──────── Data supplied

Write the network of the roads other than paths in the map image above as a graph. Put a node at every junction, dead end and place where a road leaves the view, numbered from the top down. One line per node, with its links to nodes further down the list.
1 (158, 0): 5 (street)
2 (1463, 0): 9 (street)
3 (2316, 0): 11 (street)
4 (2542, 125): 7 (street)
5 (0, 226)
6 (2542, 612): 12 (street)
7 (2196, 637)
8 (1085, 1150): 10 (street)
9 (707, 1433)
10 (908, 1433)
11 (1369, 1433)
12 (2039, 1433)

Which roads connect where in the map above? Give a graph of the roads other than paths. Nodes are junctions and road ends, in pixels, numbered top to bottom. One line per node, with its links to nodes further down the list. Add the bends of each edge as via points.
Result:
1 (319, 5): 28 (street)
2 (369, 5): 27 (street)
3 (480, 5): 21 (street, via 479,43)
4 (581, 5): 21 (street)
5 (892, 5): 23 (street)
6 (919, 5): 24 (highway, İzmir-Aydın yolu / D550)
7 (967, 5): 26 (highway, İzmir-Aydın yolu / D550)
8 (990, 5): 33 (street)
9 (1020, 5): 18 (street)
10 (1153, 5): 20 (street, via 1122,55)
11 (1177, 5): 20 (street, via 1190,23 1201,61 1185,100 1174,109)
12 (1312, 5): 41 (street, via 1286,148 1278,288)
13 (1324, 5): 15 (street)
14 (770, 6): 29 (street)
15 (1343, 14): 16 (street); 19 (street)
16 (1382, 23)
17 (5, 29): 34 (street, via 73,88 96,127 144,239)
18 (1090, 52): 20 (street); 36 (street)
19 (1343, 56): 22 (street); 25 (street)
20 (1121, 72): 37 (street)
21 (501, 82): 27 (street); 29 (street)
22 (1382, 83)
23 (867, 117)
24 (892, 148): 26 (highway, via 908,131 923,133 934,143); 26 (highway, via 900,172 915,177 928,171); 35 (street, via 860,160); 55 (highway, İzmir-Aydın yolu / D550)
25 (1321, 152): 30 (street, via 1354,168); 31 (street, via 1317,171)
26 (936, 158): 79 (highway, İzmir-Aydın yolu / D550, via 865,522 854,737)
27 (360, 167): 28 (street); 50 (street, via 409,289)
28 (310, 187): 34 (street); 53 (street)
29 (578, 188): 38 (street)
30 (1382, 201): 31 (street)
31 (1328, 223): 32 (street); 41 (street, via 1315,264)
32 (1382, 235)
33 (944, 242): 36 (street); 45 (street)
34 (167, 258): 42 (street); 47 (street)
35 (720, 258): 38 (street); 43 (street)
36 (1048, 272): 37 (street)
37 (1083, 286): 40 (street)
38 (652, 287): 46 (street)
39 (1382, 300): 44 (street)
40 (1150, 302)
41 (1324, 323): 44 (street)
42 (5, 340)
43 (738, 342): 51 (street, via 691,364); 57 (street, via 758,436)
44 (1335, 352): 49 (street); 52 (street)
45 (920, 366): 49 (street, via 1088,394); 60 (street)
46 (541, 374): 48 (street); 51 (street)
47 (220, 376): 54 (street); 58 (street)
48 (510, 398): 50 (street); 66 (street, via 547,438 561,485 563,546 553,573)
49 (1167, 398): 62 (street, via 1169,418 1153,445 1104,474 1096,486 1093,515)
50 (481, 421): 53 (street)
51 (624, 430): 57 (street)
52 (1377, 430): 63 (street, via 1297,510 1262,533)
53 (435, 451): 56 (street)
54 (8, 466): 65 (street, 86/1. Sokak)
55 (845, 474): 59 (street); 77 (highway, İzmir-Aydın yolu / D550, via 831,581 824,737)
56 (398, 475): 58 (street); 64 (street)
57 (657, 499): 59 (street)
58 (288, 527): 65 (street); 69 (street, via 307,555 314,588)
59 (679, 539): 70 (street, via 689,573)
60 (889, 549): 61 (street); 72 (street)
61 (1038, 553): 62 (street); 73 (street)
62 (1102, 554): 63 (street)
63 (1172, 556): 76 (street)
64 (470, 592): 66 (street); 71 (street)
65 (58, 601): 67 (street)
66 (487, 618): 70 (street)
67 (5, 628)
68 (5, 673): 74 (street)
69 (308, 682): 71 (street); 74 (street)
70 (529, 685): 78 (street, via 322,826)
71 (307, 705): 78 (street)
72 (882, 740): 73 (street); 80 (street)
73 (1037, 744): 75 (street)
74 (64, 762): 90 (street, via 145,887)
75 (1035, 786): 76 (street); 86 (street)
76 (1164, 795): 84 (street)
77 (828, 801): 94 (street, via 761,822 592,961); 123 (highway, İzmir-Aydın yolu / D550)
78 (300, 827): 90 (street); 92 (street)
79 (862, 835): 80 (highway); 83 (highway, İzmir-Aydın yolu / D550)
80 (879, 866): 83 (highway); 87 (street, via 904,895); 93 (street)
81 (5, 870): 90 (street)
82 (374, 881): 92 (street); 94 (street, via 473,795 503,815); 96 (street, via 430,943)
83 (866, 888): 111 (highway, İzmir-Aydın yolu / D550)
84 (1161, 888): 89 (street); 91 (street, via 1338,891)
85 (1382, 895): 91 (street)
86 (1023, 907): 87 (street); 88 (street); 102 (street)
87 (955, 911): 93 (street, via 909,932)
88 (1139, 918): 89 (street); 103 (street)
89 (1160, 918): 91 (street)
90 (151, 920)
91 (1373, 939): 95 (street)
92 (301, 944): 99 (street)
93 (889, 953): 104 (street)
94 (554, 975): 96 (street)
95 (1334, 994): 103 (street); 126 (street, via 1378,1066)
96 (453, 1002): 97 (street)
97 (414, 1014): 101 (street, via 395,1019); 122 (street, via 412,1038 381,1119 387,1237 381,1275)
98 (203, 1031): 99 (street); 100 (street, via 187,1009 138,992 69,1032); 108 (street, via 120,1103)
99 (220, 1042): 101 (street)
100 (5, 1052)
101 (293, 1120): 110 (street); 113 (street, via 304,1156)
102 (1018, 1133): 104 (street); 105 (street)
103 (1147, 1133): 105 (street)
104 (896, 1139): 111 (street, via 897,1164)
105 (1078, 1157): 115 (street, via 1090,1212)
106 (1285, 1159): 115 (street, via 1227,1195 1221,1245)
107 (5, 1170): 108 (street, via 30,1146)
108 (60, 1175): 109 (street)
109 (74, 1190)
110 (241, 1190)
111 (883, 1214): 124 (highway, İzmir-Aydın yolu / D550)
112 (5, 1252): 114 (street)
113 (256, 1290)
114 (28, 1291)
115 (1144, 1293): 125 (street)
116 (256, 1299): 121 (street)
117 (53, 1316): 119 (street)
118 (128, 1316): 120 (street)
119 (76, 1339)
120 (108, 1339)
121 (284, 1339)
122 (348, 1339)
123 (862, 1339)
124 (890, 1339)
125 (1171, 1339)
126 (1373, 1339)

────────────────

→ Task statement:
Only the lines containing the word "other" should be returned from the data above.

→ Response below:
Write the network of the roads other than paths in the map image above as a graph. Put a node at every junction, dead end and place where a road leaves the view, numbered from the top down. One line per node, with its links to nodes further down the list.
Which roads connect where in the map above? Give a graph of the roads other than paths. Nodes are junctions and road ends, in pixels, numbered top to bottom. One line per node, with its links to nodes further down the list. Add the bends of each edge as via points.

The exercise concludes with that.